Crown Castle Inc. and Subsidiaries
Index to Consolidated Financial Statements and Financial Statement Schedules
 
 Page
Report of Independent Registered Public Accounting Firm (PCAOB ID 238)
Consolidated Statement of Equity for each of the three years in the period ended December 31, 2023
Schedule II - Valuation and Qualifying Accounts for the years ended December 31, 2023, 2022 and 2021
Schedule III - Schedule of Real Estate and Accumulated Depreciation for the years ended December 31, 2023 and 2022

50


Report of Independent Registered Public Accounting Firm

To the Board of Directors and Stockholders of
Crown Castle Inc.

Opinions on the Financial Statements and Internal Control over Financial Reporting

We have audited the accompanying consolidated balance sheet of Crown Castle Inc. and its subsidiaries (the "Company") as of December 31, 2023 and 2022, and the related consolidated statements of operations and comprehensive income (loss), of equity and of cash flows for each of the three years in the period ended December 31, 2023, including the related notes and financial statement schedules listed in the index appearing under Item 15(a)(2) (collectively referred to as the "consolidated financial statements"). We also have audited the Company's internal control over financial reporting as of December 31, 2023, based on criteria established in Internal Control - Integrated Framework (2013) issued by the Committee of Sponsoring Organizations of the Treadway Commission (COSO).
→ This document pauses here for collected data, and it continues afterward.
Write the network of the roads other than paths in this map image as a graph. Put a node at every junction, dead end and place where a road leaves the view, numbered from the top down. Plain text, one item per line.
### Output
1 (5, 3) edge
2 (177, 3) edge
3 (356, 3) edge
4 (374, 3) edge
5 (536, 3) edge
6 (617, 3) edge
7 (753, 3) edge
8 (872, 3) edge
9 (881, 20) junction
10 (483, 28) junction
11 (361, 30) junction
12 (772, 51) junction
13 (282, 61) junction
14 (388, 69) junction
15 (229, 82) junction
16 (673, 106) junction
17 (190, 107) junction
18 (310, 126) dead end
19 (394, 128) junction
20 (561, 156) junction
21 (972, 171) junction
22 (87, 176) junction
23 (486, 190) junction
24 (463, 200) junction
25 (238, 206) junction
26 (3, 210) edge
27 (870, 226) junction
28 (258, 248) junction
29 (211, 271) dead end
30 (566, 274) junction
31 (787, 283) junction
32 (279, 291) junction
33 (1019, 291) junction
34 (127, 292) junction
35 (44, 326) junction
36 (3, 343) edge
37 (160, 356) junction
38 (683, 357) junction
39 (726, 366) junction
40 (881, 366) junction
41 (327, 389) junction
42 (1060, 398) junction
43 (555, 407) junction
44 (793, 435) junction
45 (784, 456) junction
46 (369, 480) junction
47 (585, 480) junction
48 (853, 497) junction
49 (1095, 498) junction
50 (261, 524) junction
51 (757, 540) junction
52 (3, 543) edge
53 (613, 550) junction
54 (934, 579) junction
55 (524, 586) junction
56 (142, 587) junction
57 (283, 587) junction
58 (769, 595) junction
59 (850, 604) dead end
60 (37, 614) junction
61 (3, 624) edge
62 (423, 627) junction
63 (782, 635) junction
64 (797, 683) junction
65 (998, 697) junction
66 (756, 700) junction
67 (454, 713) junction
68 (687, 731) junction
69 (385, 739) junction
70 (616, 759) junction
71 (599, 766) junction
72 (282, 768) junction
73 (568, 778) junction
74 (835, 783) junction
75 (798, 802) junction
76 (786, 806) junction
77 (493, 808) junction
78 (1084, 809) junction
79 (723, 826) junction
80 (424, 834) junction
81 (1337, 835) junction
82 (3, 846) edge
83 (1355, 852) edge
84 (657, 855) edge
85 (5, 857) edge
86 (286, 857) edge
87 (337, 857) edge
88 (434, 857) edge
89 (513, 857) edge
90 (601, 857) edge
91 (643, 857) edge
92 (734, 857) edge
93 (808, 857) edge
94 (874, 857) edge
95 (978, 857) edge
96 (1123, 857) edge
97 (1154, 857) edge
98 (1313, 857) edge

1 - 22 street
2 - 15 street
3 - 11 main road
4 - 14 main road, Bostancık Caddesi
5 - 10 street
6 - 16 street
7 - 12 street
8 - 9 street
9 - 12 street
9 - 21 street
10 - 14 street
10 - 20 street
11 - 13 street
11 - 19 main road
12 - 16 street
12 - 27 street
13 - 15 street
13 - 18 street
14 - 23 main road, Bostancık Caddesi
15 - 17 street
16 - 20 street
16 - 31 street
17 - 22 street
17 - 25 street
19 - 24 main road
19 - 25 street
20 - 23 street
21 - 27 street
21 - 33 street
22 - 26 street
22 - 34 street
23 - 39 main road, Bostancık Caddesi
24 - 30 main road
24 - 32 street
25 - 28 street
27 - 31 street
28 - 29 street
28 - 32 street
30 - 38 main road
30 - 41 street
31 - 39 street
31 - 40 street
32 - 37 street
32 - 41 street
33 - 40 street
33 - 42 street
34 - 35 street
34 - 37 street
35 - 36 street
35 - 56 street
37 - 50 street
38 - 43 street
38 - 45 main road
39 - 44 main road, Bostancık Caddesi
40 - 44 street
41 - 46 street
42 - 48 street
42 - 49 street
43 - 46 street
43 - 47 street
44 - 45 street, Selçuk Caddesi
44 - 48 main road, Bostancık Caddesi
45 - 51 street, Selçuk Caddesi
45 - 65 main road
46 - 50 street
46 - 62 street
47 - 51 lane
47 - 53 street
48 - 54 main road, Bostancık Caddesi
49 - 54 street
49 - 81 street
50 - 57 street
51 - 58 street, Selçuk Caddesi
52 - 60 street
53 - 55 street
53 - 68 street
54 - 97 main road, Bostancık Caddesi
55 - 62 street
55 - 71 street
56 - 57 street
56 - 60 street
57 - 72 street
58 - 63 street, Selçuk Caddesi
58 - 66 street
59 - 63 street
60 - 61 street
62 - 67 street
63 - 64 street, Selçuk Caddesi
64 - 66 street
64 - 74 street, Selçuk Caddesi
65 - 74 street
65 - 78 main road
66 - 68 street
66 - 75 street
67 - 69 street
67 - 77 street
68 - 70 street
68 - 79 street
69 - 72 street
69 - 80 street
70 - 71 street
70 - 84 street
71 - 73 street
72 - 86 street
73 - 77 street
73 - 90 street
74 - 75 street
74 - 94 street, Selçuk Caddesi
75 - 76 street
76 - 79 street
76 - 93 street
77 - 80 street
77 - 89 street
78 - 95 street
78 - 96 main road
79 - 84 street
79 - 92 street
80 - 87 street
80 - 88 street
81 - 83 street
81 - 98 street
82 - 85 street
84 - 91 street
In our opinion, the consolidated financial statements referred to above present fairly, in all material respects, the financial position of the Company as of December 31, 2023 and 2022, and the results of its operations and its cash flows for each of the three years in the period ended December 31, 2023 in conformity with accounting principles generally accepted in the United States of America. Also in our opinion, the Company maintained, in all material respects, effective internal control over financial reporting as of December 31, 2023, based on criteria established in Internal Control - Integrated Framework (2013) issued by the COSO.

Basis for Opinions

The Company's management is responsible for these consolidated financial statements, for maintaining effective internal control over financial reporting, and for its assessment of the effectiveness of internal control over financial reporting, included in Management’s Report on Internal Control Over Financial Reporting appearing under Item 9A. Our responsibility is to express opinions on the Company’s consolidated financial statements and on the Company's internal control over financial reporting based on our audits. We are a public accounting firm registered with the Public Company Accounting Oversight Board (United States) (PCAOB) and are required to be independent with respect to the Company in accordance with the U.S. federal securities laws and the applicable rules and regulations of the Securities and Exchange Commission and the PCAOB.
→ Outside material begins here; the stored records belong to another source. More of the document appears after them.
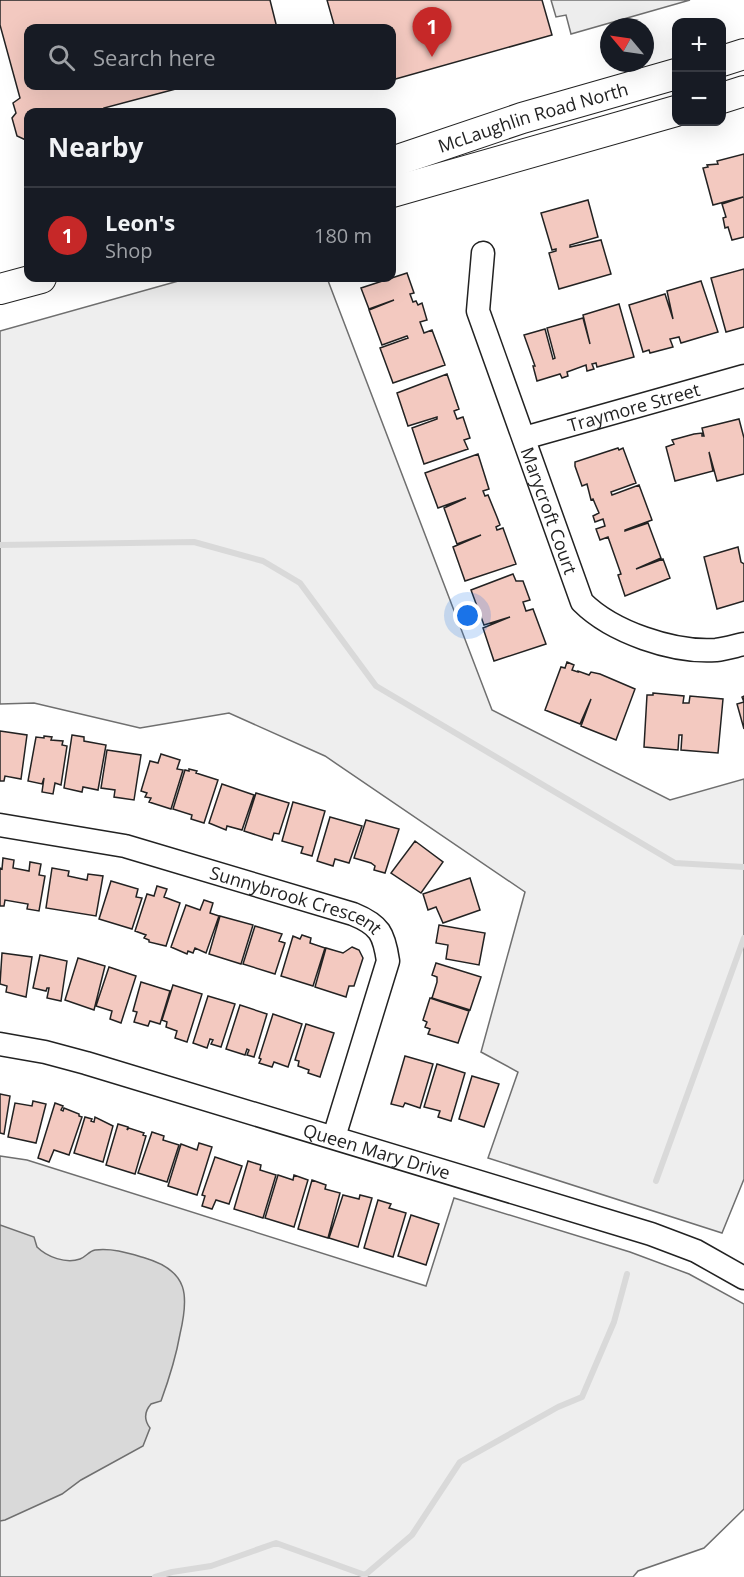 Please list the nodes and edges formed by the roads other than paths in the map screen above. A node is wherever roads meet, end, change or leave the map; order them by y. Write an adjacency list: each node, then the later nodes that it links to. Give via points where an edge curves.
1 (744, 54): 2 (main road)
2 (726, 60)
3 (672, 75): 7 (main road, McLaughlin Road North, via 522,118)
4 (744, 91): 5 (main road)
5 (726, 97)
6 (672, 112): 8 (main road, McLaughlin Road North)
7 (396, 161)
8 (396, 191)
9 (483, 253): 13 (street, Marycroft Court, via 478,311)
10 (26, 282): 11 (main road)
11 (0, 289)
12 (744, 376): 13 (street, Traymore Street)
13 (524, 438): 14 (street, Marycroft Court, via 582,602 594,614 624,631 680,647 716,650)
14 (744, 644)
15 (0, 825): 17 (street, Sunnybrook Crescent, via 125,846 353,914 380,930 388,961)
16 (0, 1044): 17 (street, Queen Mary Drive, via 56,1055)
17 (334, 1137): 18 (street, Queen Mary Drive, via 651,1234 696,1251)
18 (744, 1278)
We conducted our audits in accordance with the standards of the PCAOB. Those standards require that we plan and perform the audits to obtain reasonable assurance about whether the consolidated financial statements are free of material misstatement, whether due to error or fraud, and whether effective internal control over financial reporting was maintained in all material respects.

Our audits of the consolidated financial statements included performing procedures to assess the risks of material misstatement of the consolidated financial statements, whether due to error or fraud, and performing procedures that respond to those risks. Such procedures included examining, on a test basis, evidence regarding the amounts and disclosures in the consolidated financial statements. Our audits also included evaluating the accounting principles used and significant estimates made by management, as well as evaluating the overall presentation of the consolidated financial statements. Our audit of internal control over financial reporting included obtaining an understanding of internal control over financial reporting, assessing the risk that a material weakness exists, and testing and evaluating the design and operating effectiveness of internal control based on the assessed risk. Our audits also included performing such other procedures as we considered necessary in the circumstances. We believe that our audits provide a reasonable basis for our opinions.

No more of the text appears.